В управлении склада нас встретил директор Менендес. До революции он работал в этом порту грузчиком и знает здесь каждый уголок.
— В те времена, — рассказывал Менендес, — мы грузили мешки с сахаром вручную. На свете нет работы тяжелее. Это я вам точно говорю! Под палящим солнцем с мешком на спине по шатким мосткам нужно было пройти с причала на борт корабля. И так — целый день. — Он усмехнулся. — Несмотря на это, мы были против механизации, даже бастовали. Мы боялись железных лент транспортера, потому что они лишили бы нас работы. Мы грузили корабль десять–двенадцать дней. Нас мало волновало, сколько времени будет стоять корабль в порту: пусть у хозяина голова болит!..
— А теперь сами стали хозяевами! — заметил Пако.
— Верно, — согласился Менендес, — революция освобождает народ от власти тиранов и делает его хозяином.
В огромном помещении склада можно ездить на грузовике. Склад сейчас пуст. Его подготавливали к приему сахара нового урожая.
— Если бы мне сказали лет двадцать назад, — продолжал Менендес, — что в таком складе будет работать всего один человек, ни за что бы не поверил. А сейчас у пульта сидит оператор и нажимает кнопки…
— Сколько же времени грузят корабль? — поинтересовался я.
— Всего десять–двенадцать часов, — ответил Менендес. — Это раньше нам было наплевать, сколько времени стоят корабли в порту.
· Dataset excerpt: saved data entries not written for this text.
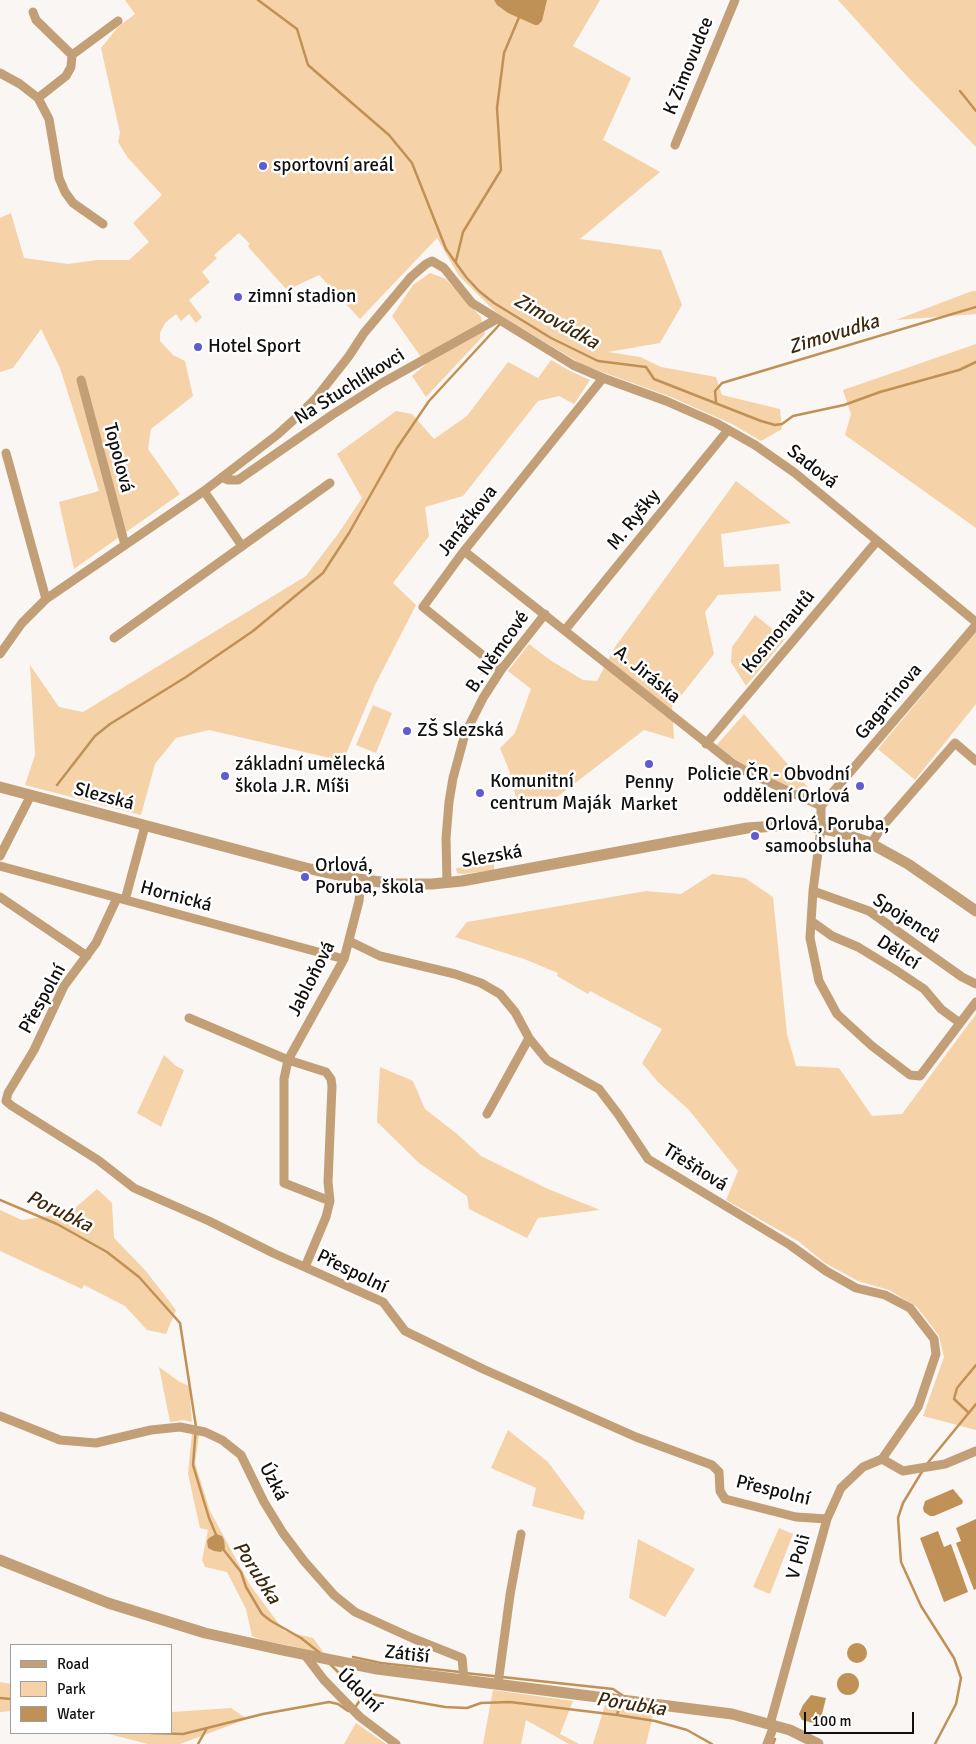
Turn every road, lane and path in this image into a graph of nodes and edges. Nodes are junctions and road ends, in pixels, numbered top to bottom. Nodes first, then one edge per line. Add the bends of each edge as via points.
1 (735, 0) edge
2 (33, 12) dead end
3 (118, 21) dead end
4 (72, 55) junction
5 (0, 72) edge
6 (38, 98) junction
7 (675, 145) dead end
8 (103, 224) dead end
9 (497, 319) junction
10 (603, 378) junction
11 (81, 380) dead end
12 (728, 430) junction
13 (6, 454) dead end
14 (222, 477) junction
15 (330, 483) dead end
16 (204, 491) junction
17 (877, 541) junction
18 (125, 545) junction
19 (242, 546) junction
20 (464, 551) junction
21 (46, 599) junction
22 (545, 614) junction
23 (976, 623) edge
24 (565, 630) junction
25 (114, 638) dead end
26 (0, 654) edge
27 (500, 670) junction
28 (706, 744) junction
29 (976, 761) edge
30 (0, 787) edge
31 (31, 795) junction
32 (821, 806) junction
33 (144, 826) junction
34 (821, 828) junction
35 (871, 844) junction
36 (0, 856) edge
37 (0, 866) edge
38 (361, 880) junction
39 (447, 882) junction
40 (813, 891) junction
41 (0, 897) edge
42 (121, 899) junction
43 (976, 911) edge
44 (811, 920) junction
45 (349, 942) junction
46 (87, 956) junction
47 (344, 958) junction
48 (976, 984) edge
49 (976, 1002) edge
50 (189, 1018) dead end
51 (960, 1023) junction
52 (529, 1038) junction
53 (288, 1060) junction
54 (486, 1114) dead end
55 (330, 1201) junction
56 (305, 1267) junction
57 (0, 1416) edge
58 (976, 1451) edge
59 (882, 1459) junction
60 (827, 1519) junction
61 (521, 1534) dead end
62 (0, 1560) edge
63 (304, 1655) junction
64 (464, 1680) junction
65 (498, 1684) junction
66 (772, 1725) junction
67 (396, 1744) edge
68 (768, 1744) edge
69 (818, 1744) edge

1 - 7 street, K Zimovudce
2 - 4 street via 36,20
3 - 4 street
4 - 6 street via 72,67 66,76
5 - 6 street
6 - 8 street via 49,119 59,178 65,192 73,203
9 - 10 street, Na Stuchlíkovci via 573,365
9 - 14 street, Na Stuchlíkovci via 382,383 238,480
9 - 14 street, Na Stuchlíkovci via 472,303 444,268 432,261 426,264 411,276 364,333 316,398 277,435
10 - 12 street, Sadová via 666,401
10 - 20 street, Janáčkova
11 - 18 street, Topolová
12 - 17 street, Sadová via 795,473
12 - 24 street, M. Ryšky
13 - 21 street
14 - 16 street, Na Stuchlíkovci
15 - 19 street
16 - 18 street, Na Stuchlíkovci
16 - 19 street
17 - 23 street, Sadová
17 - 28 street, Kosmonautů
18 - 21 street, Na Stuchlíkovci
19 - 25 street
20 - 22 street, A. Jiráska
20 - 27 street, Janáčkova via 423,608
21 - 26 street, Na Stuchlíkovci via 22,623
22 - 24 street, A. Jiráska
22 - 27 street, B. Němcové
23 - 32 street, Gagarinova
24 - 28 street, A. Jiráska
27 - 39 street, B. Němcové via 465,734 453,778 446,838
28 - 32 street, A. Jiráska via 749,773
29 - 35 street via 955,743 881,828
30 - 31 street, Slezská
31 - 33 street, Slezská
31 - 36 street
32 - 34 street
33 - 38 street, Slezská
33 - 42 street, Přespolní
34 - 35 street, Slezská
34 - 39 street, Slezská via 790,825 747,828 507,874
34 - 40 street
35 - 43 street, Slezská via 908,864
37 - 42 street, Hornická
38 - 39 street, Slezská via 409,884
38 - 45 street, Jabloňová
40 - 44 street
40 - 48 street, Spojenců via 869,912
41 - 46 street, Přespolní
42 - 46 street, Přespolní
42 - 47 street, Hornická
44 - 51 street, Dělící via 832,936 894,968 924,989 941,1009
44 - 51 street via 810,938 819,982 836,1014 910,1074 920,1076
45 - 47 street, Jabloňová
45 - 52 street, Třešňová via 380,956 481,983 500,994 515,1012
46 - 56 street, Přespolní via 64,986 6,1101 98,1160 134,1188
47 - 53 street, Jabloňová
49 - 51 street
50 - 53 street
52 - 54 street
52 - 59 street, Třešňová via 547,1060 599,1089 648,1158 790,1245 826,1271 856,1288 885,1295 910,1308 923,1323 934,1339 936,1354 918,1407
53 - 55 street via 326,1072 331,1079
53 - 55 street, Jabloňová via 284,1079 284,1183
55 - 56 street
56 - 60 street, Přespolní via 383,1302 405,1332 636,1437 712,1465 719,1472 720,1491 725,1499 796,1518
57 - 64 street, Úzká via 60,1440 96,1443 180,1427 205,1432 222,1440 241,1455 282,1533 334,1594 355,1612 462,1658
58 - 59 street via 945,1464 903,1471
59 - 60 street, V Poli via 863,1467 841,1488
60 - 66 street, V Poli
61 - 65 street
62 - 63 street, Zátiší via 108,1603 205,1633
63 - 64 street, Zátiší via 377,1669
63 - 67 street, Údolní via 360,1717
64 - 65 street, Zátiší
65 - 66 street, Zátiší via 732,1714
66 - 68 street
66 - 69 street, Zátiší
А теперь боремся за каждый час. Корабли-то советские. Разве можно держать их в порту лишнее время? Советский Союз помогает нам, и мы должны отправлять в вашу страну больше сахара, чтобы вам была выгодна торговля с Кубой…
Мы вышли на длинный причал, к которому пришвартовываются наши корабли для погрузки сахара. Посредине причала стоят массивные бетонные опоры, над ними — лента транспортера, с которой свисают широкие изогнутые лотки. По ним-то и ссыпается сахар в трюм корабля.
— Уже остались позади первые трудные годы революции, — сказал Менендес. — Сейчас мы встали на ноги. На мировом рынке цены на сахар поднялись. У нас теперь хорошая перспектива: сможем оплатить часть кредитов, которые нам предоставил Советский Союз…
Мое внимание привлек рисунок на поверхности одной из бетонных опор — корабль и лаконичная надпись: «Высокогорск. Владивостокский порт, 1967 год».
Это был первый советский корабль, который кубинцы загрузили с помощью автоматического транспортера. С тех пор сотни советских кораблей побывали в Сьенфуэгосе. И каждый из экипажей оставил здесь добрый след о себе… На широких боках бетонных опор — рисунки: русская зима или березки на берегу реки. А иногда написаны всего три добрых слова: «Куба — СССР — дружба!» Рисунки, подписи и снова рисунки.
Это создает какую-то особую атмосферу близости Кубы и СССР. От этого причала до нашей земли тысячи километров. А кажется, будто Советский Союз рядом. Люди на этом острове живут теми же заботами, теми же надеждами, которыми живем мы.